The surprise development came at 11:15 a.m., when the jurors sent Montgomery a note that read, "At this point in time we feel unable to come to a unanimous decision." The jurors then left for lunch.

Montgomery called lawyers for both sides and convened a session at 12:30 p.m. She asked jurors to resume deliberations "to try to reach an agreement if you can do so without violating your conscience."

The jurors left the U.S. Courthouse in Minneapolis at 4:30 p.m. and will resume deliberations on Tuesday.

The trial involves a lawsuit filed after a June 10, 2006, crash in St. Paul in which a 1996 Toyota Camry rear-ended a 1995 Oldsmobile Ciera. Three people died as a result of the crash and the Camry's driver, Koua Fong Lee, served more than two years in prison for criminal vehicular homicide.

Lee, 37, and members of his family who were in the Camry joined with the families and passengers from the Ciera in the suit, which claims that defective equipment caused the Camry to accelerate suddenly.

Toyota says that the Camry accelerator worked perfectly and that Lee caused the crash by hitting the gas pedal, rather than the brakes.

The jury began deliberations Wednesday afternoon after a three-week trial.

It met again Thursday and Friday, then adjourned for the weekend, resuming deliberations at 9 a.m.

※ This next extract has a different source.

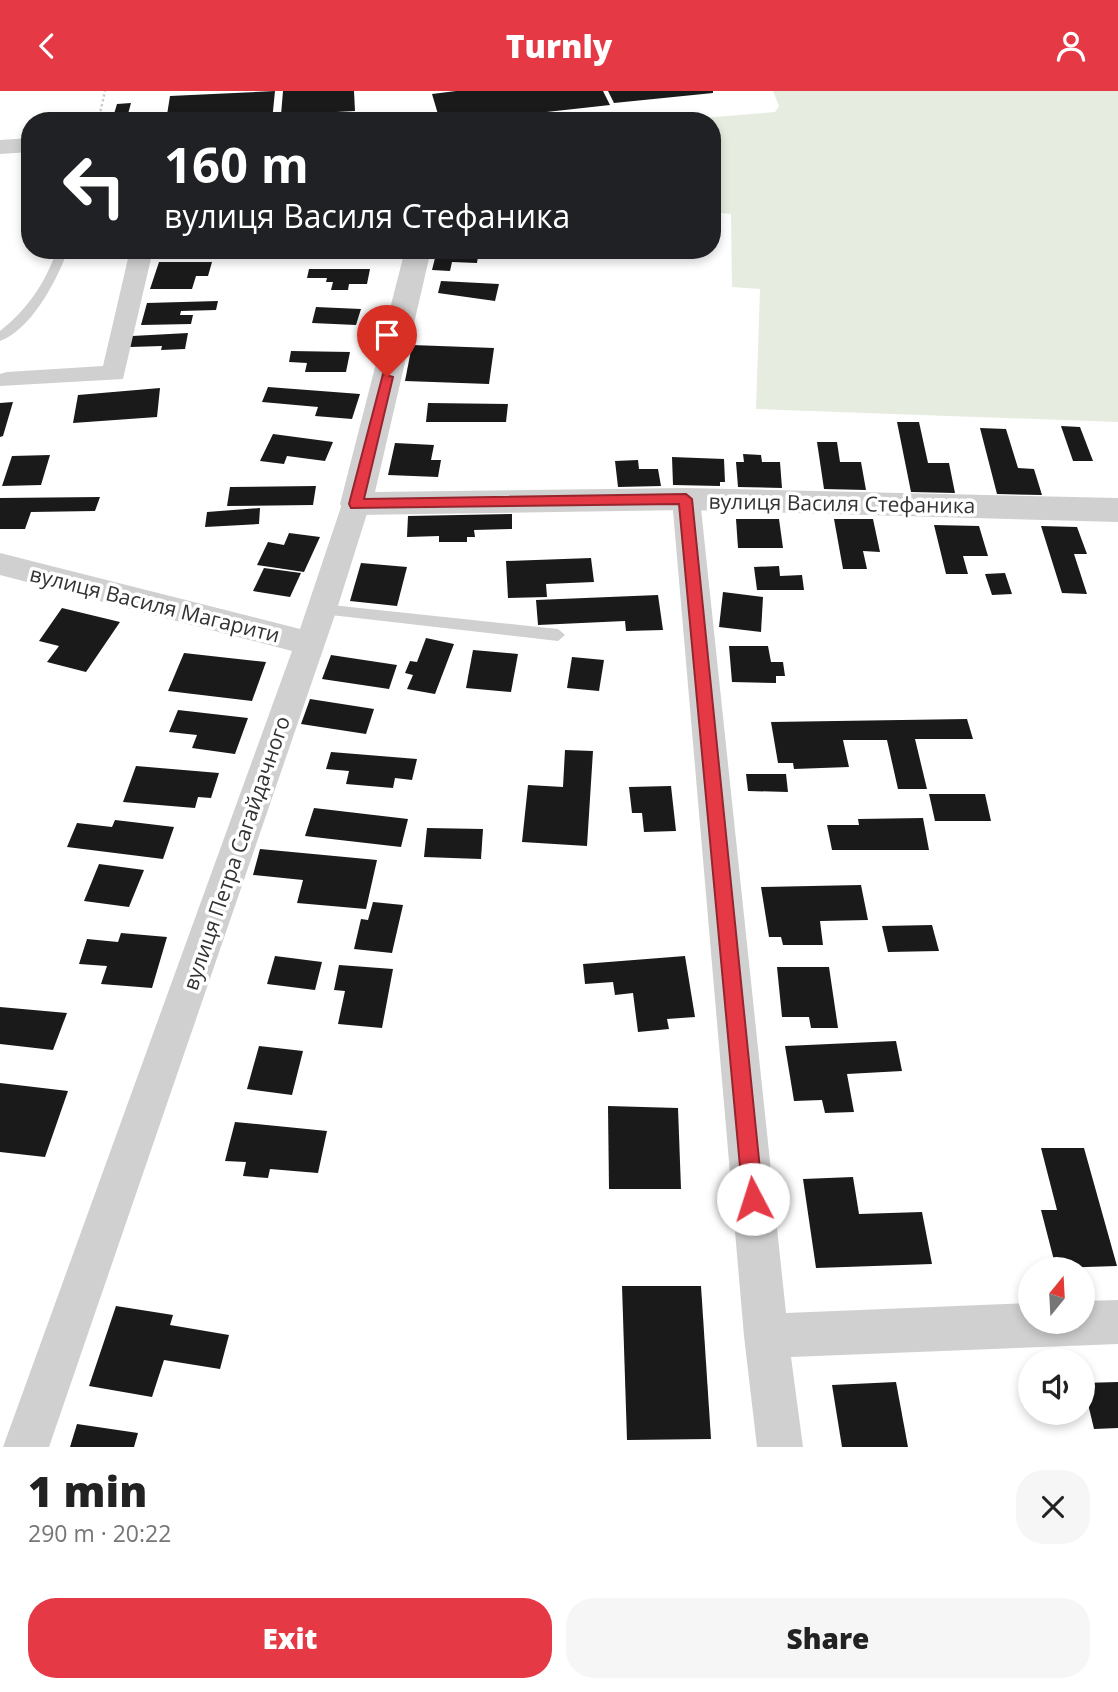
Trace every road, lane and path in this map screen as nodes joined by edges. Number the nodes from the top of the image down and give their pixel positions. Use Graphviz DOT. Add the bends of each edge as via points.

Monday. After two hours and 15 minutes, it reported the impasse.

Montgomery read the jurors standard instructions given in the Eighth U.S. Circuit Court of Appeals to a jury that says it can't reach a unanimous verdict. "When you deliberate," Montgomery told the jurors, "you should be willing to re-examine your own views and change your mind if you decide that you were mistaken." She told them to take all the time they need.

Bob Hilliard, Lee's attorney, said in an interview after the session, "In complicated cases it takes some time and some deliberations to get to a unanimous decision on any one issue. I'm optimistic that they have gotten past that and are deliberating on other issues."

Toyota's attorneys declined to comment.

St. Paul attorney Bill Tilton, who has attended some of the trial, said he was not surprised that the jury was struggling. "There is strong evidence on both sides," he said.

Last summer, jurors reached an impasse in the defamation lawsuit filed by former Minnesota Gov. Jesse Ventura against the estate of Chris Kyle, the late author of the bestselling memoir "American Sniper."

Jurors in that case sent U.S. District Judge Richard Kyle a note saying they could not reach a unanimous verdict. Kyle sent them back to deliberate, but they remained split, and after consulting with both sides, Kyle asked the jurors if they could agree in an 11-1 vote. They said they could not, but they could agree on a 10-2 vote.

Not knowing how it would turn out, attorneys for both sides accepted the split, which turned out to be in Ventura's favor. He won a $1.8 million verdict, which is now on appeal to the Eighth Circuit.

Attorneys for Lee and the families have not specified the amount of damages they are seeking. But they asked the jury in closing arguments to consider the millions of dollars they said Toyota has spent defending itself in the case.